Required vaccines: One of 2015’s fiercest fights was over SB 277, which was introduced in the wake of a measles outbreak at Disneyland and requires full vaccination for most children to enroll in school. Schools will begin vetting students to ensure they have their shots in July, before the 2016-2017 school year begins.


Bringing search warrants into the computer age: Arguing our privacy laws lag behind our technology, lawmakers passed SB 178 to require search warrants before law enforcement can obtain your emails, text messages, Internet search history and other digital data.


Ballot initiative fee increase: Thinking of filing a ballot initiative? You’ll need more cash. AB 1100 hikes the cost of submitting a proposal from $200 to $2,000, which supporters called a needed screen to discourage frivolous or potentially unconstitutional proposals.
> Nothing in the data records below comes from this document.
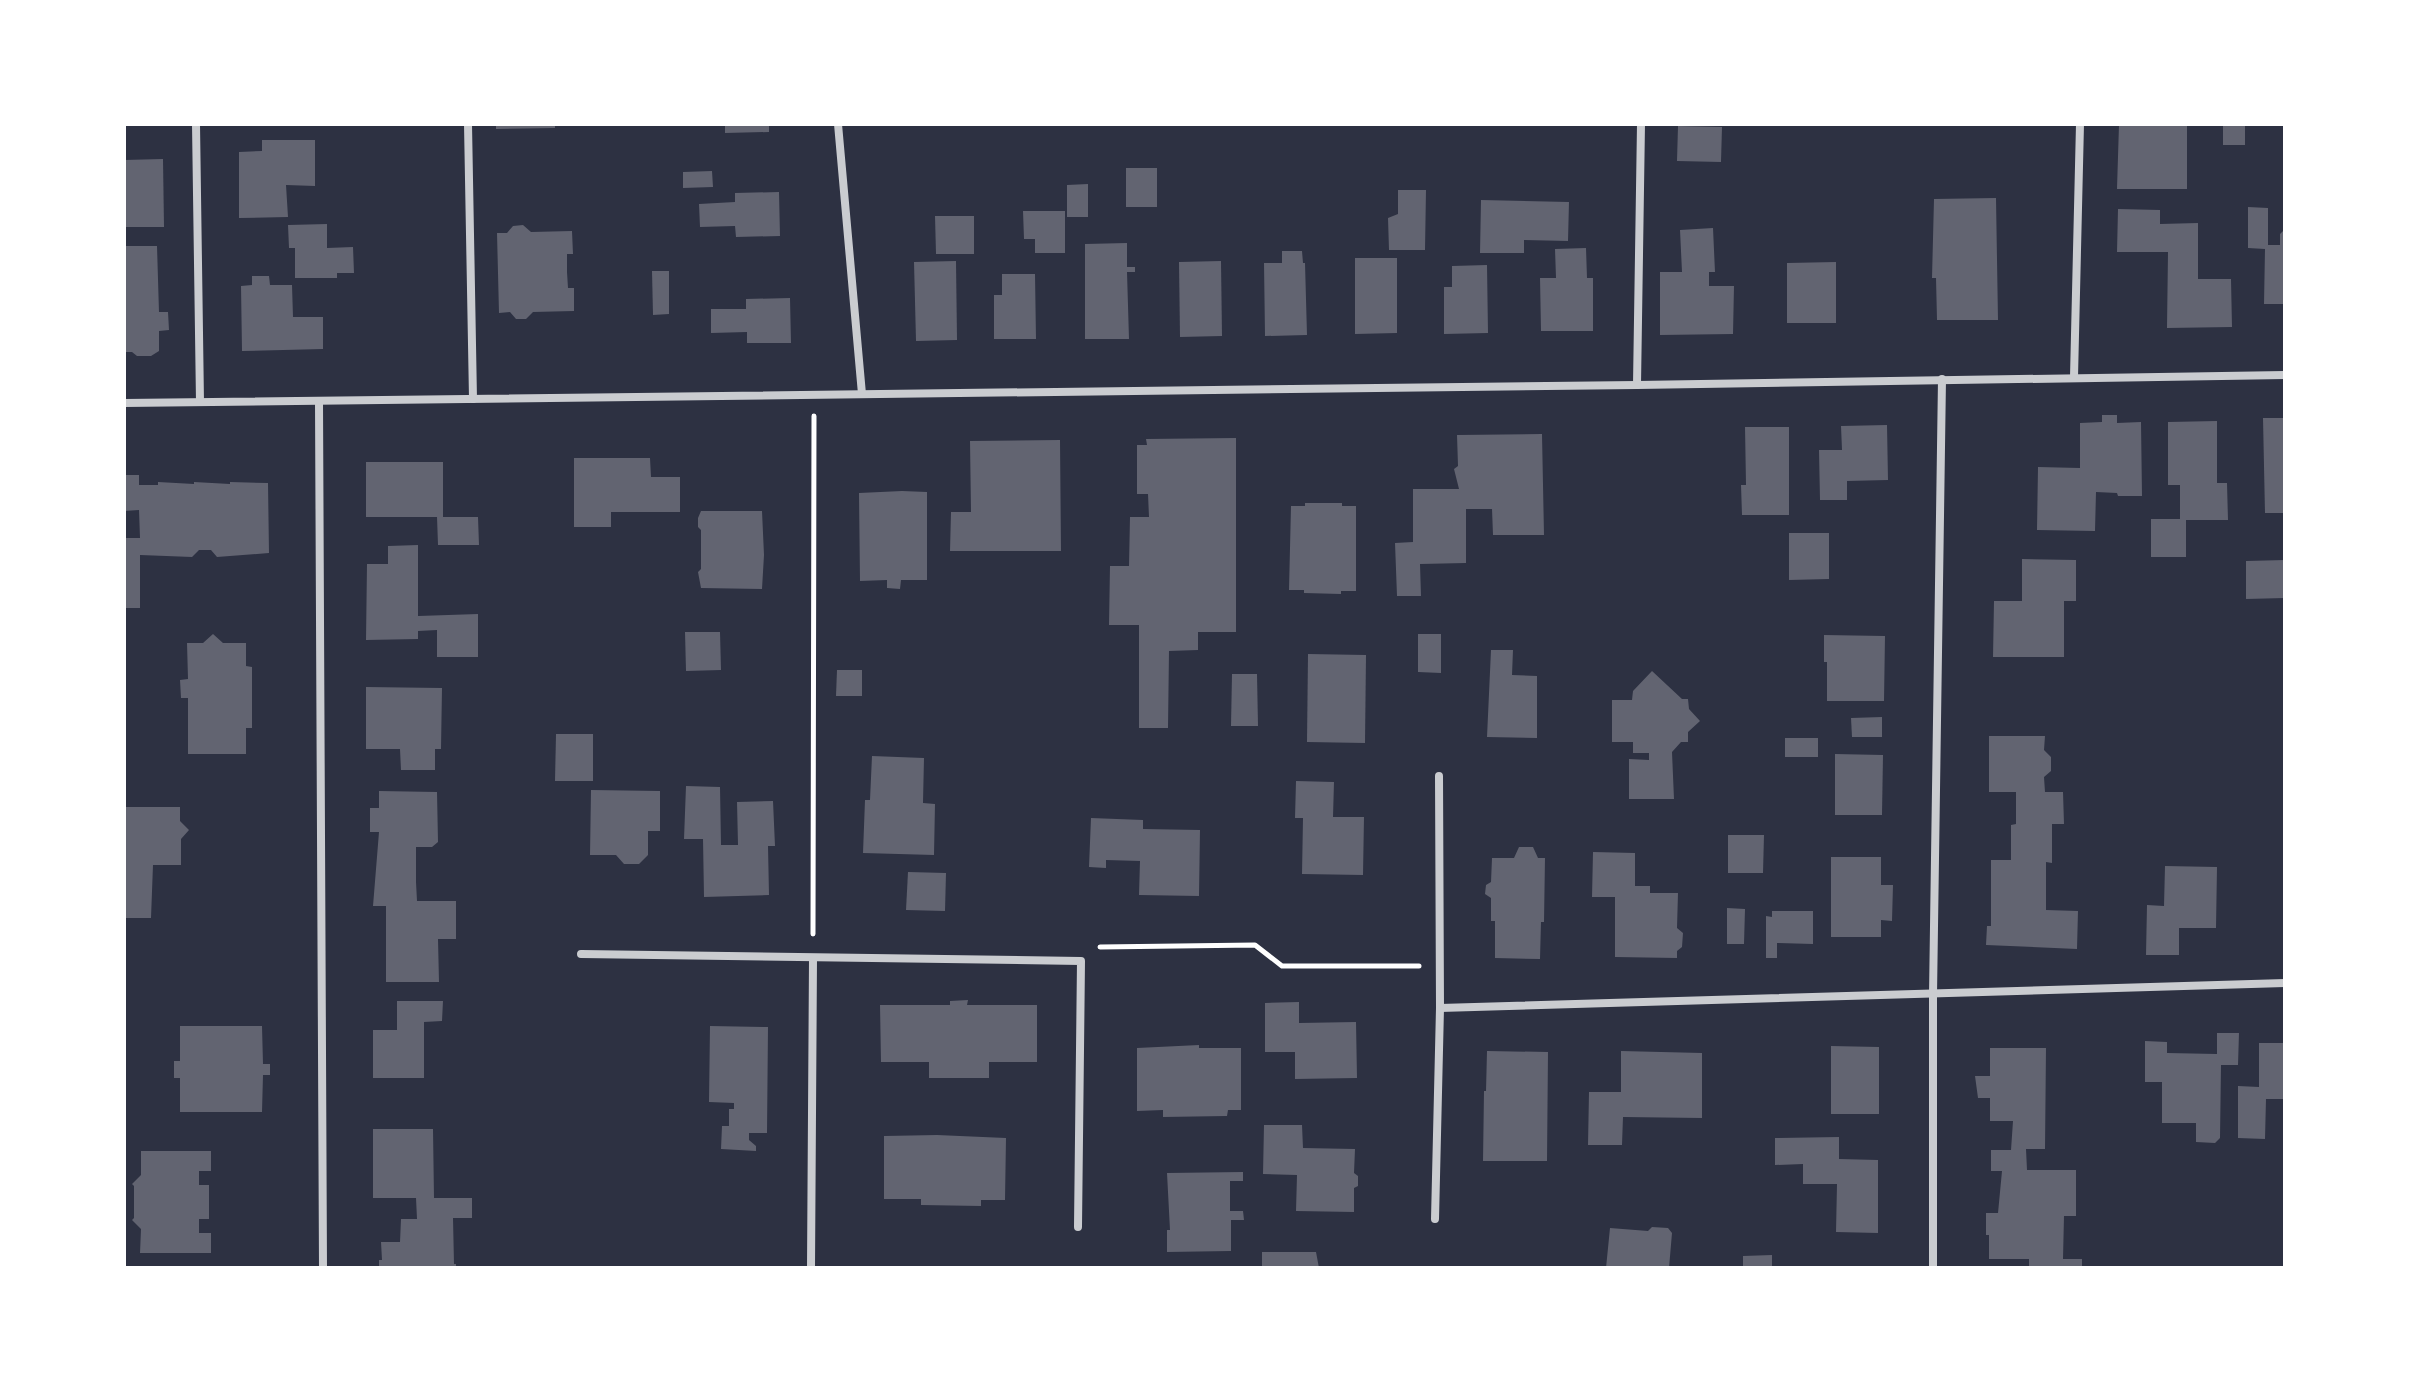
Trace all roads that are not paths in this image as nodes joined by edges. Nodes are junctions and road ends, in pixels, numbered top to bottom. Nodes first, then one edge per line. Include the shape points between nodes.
1 (196, 124) edge
2 (468, 124) edge
3 (838, 124) edge
4 (1641, 124) edge
5 (2080, 124) edge
6 (2285, 375) edge
7 (2074, 377) junction
8 (1942, 379) junction
9 (1637, 385) junction
10 (862, 394) junction
11 (473, 399) junction
12 (200, 402) junction
13 (319, 402) junction
14 (124, 403) edge
15 (1439, 776) dead end
16 (581, 954) dead end
17 (813, 959) junction
18 (2285, 983) edge
19 (1933, 995) junction
20 (1440, 1008) junction
21 (1435, 1219) dead end
22 (1078, 1227) dead end
23 (323, 1268) edge
24 (811, 1268) edge
25 (1933, 1268) edge

1 - 12 street
2 - 11 street
3 - 10 street
4 - 9 street
5 - 7 street
6 - 7 street
7 - 8 street
8 - 9 street
8 - 19 street
9 - 10 street
10 - 11 street
11 - 13 street
12 - 13 street
12 - 14 street
13 - 23 street
15 - 20 street
16 - 17 street
17 - 22 street via 1081,961
17 - 24 street
18 - 19 street
19 - 20 street
19 - 25 street
20 - 21 street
Grocery store job notice: When grocery stores get new owners, AB 359 requires the stores to retain employees for at least 90 days and consider keeping them on after that period ends. While workers can still be dismissed in that window for performance-related reasons, the labor-backed bill seeks to protect workers from losing their jobs to buyouts or mergers.


Mandatory reproductive services advertising in so-called “crisis pregnancy centers”:  AB 775 requires any licensed facility offering pregnancy-related services to post a sign advertising the availability of public family planning programs, including abortions. It is aimed at so-called “crisis pregnancy centers,” which pro-abortion rights critics assail for pressuring women into carrying their pregnancies to term.
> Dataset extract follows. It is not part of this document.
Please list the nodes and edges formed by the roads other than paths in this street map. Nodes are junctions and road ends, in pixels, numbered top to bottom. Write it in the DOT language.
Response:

Cheerleaders are people (and employees) too: Cheerleaders who root on professional athletes will be treated as employees under California law, with the accompanying wage and hour protections, under AB 202. Assemblywoman Lorena Gonzalez, D-San Diego, who carried the bill, was a Stanford cheerleader. Thanks, Lorena!


No more testing for you (to graduate high school)
: High school seniors will no longer need to take a long-standing exit exam to graduate, thanks to SB 172. The bill lifts the requirement through the 2017-2018 school year and also applies retroactively to 2004, meaning students who have completed all the other graduation requirements since then can apply for diplomas.
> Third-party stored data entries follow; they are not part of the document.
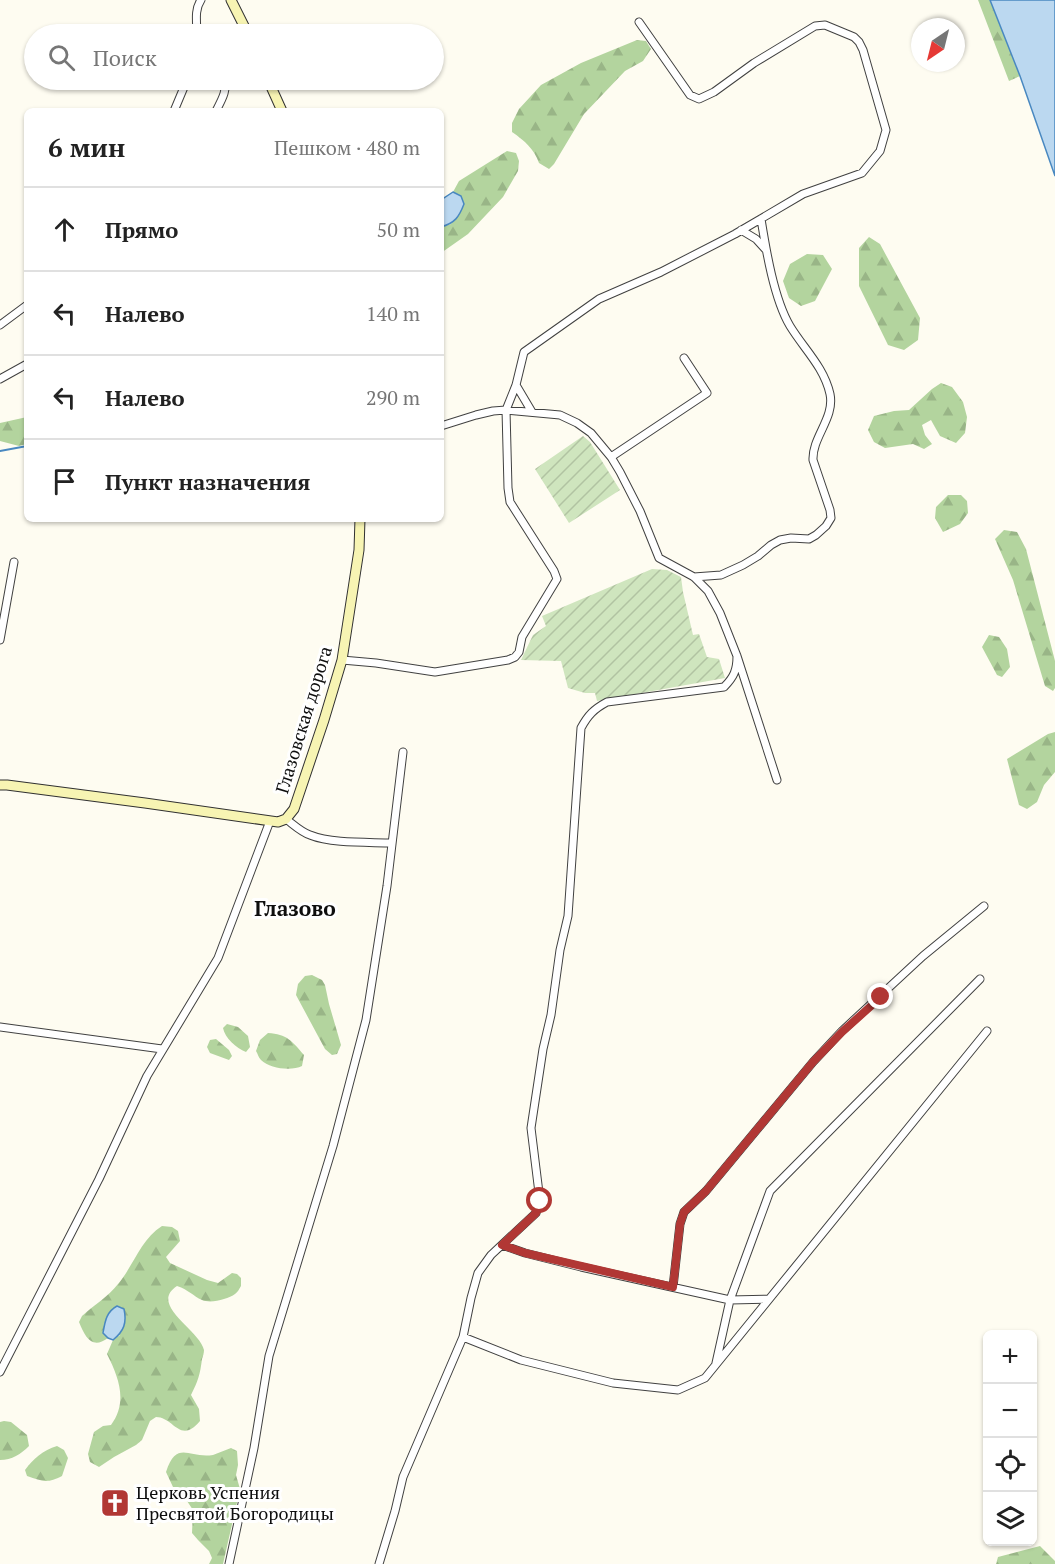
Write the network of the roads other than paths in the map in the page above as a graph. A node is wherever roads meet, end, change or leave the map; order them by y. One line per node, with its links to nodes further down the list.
1 (201, 0): 4 (street)
2 (231, 0): 5 (street)
3 (639, 22): 12 (street)
4 (196, 24)
5 (243, 24)
6 (183, 90): 9 (street)
7 (225, 90): 10 (street)
8 (273, 90): 11 (street)
9 (175, 108)
10 (217, 108)
11 (281, 108)
12 (761, 219): 13 (street); 14 (street)
13 (741, 230): 14 (street); 20 (street)
14 (766, 250): 27 (street)
15 (24, 306): 16 (street)
16 (0, 325)
17 (684, 358): 24 (street)
18 (24, 366): 19 (street)
19 (0, 379)
20 (516, 386): 21 (street); 22 (street)
21 (506, 410): 22 (street); 23 (street); 30 (street)
22 (532, 412): 24 (street)
23 (444, 425)
24 (611, 458): 27 (street)
25 (360, 522): 30 (street, Глазовская дорога)
26 (14, 562): 28 (street)
27 (694, 577): 29 (street)
28 (0, 640)
29 (737, 656): 32 (street); 42 (street)
30 (342, 660): 34 (street, Глазовская дорога)
31 (403, 752): 36 (street)
32 (777, 780)
33 (0, 785): 35 (street, Глазовская дорога)
34 (286, 819): 35 (street, Глазовская дорога); 36 (street)
35 (270, 821): 41 (street)
36 (392, 843): 49 (street)
37 (984, 906): 43 (street)
38 (980, 979): 45 (street)
39 (0, 1027): 41 (street)
40 (987, 1031): 44 (street)
41 (162, 1049): 48 (street)
42 (502, 1245): 43 (street); 46 (street)
43 (673, 1287): 45 (street)
44 (769, 1299): 45 (street); 47 (street)
45 (730, 1300): 47 (street)
46 (463, 1337): 47 (street); 50 (street)
47 (716, 1365)
48 (0, 1372)
49 (229, 1564)
50 (379, 1564)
Finally, banning guns on all school campuses: Concealed firearms are barred from college campuses and K-12 school grounds under SB 707, which the California College and University Police Chiefs Association sponsored as a public safety corrective. 


I feel more safe already ...


At last, women get equal pay for, well, “substantially similar” (and, presumably equal) work: SB 358 seeks to close the stubborn gap between men and women’s wages by saying they must be paid the same for “substantially similar work,” an upgrade over the current standard, and allowing women to talk about their own pay and inquire about the pay of others without facing discipline. While California already requires equal pay for equal work, women still consistently make less.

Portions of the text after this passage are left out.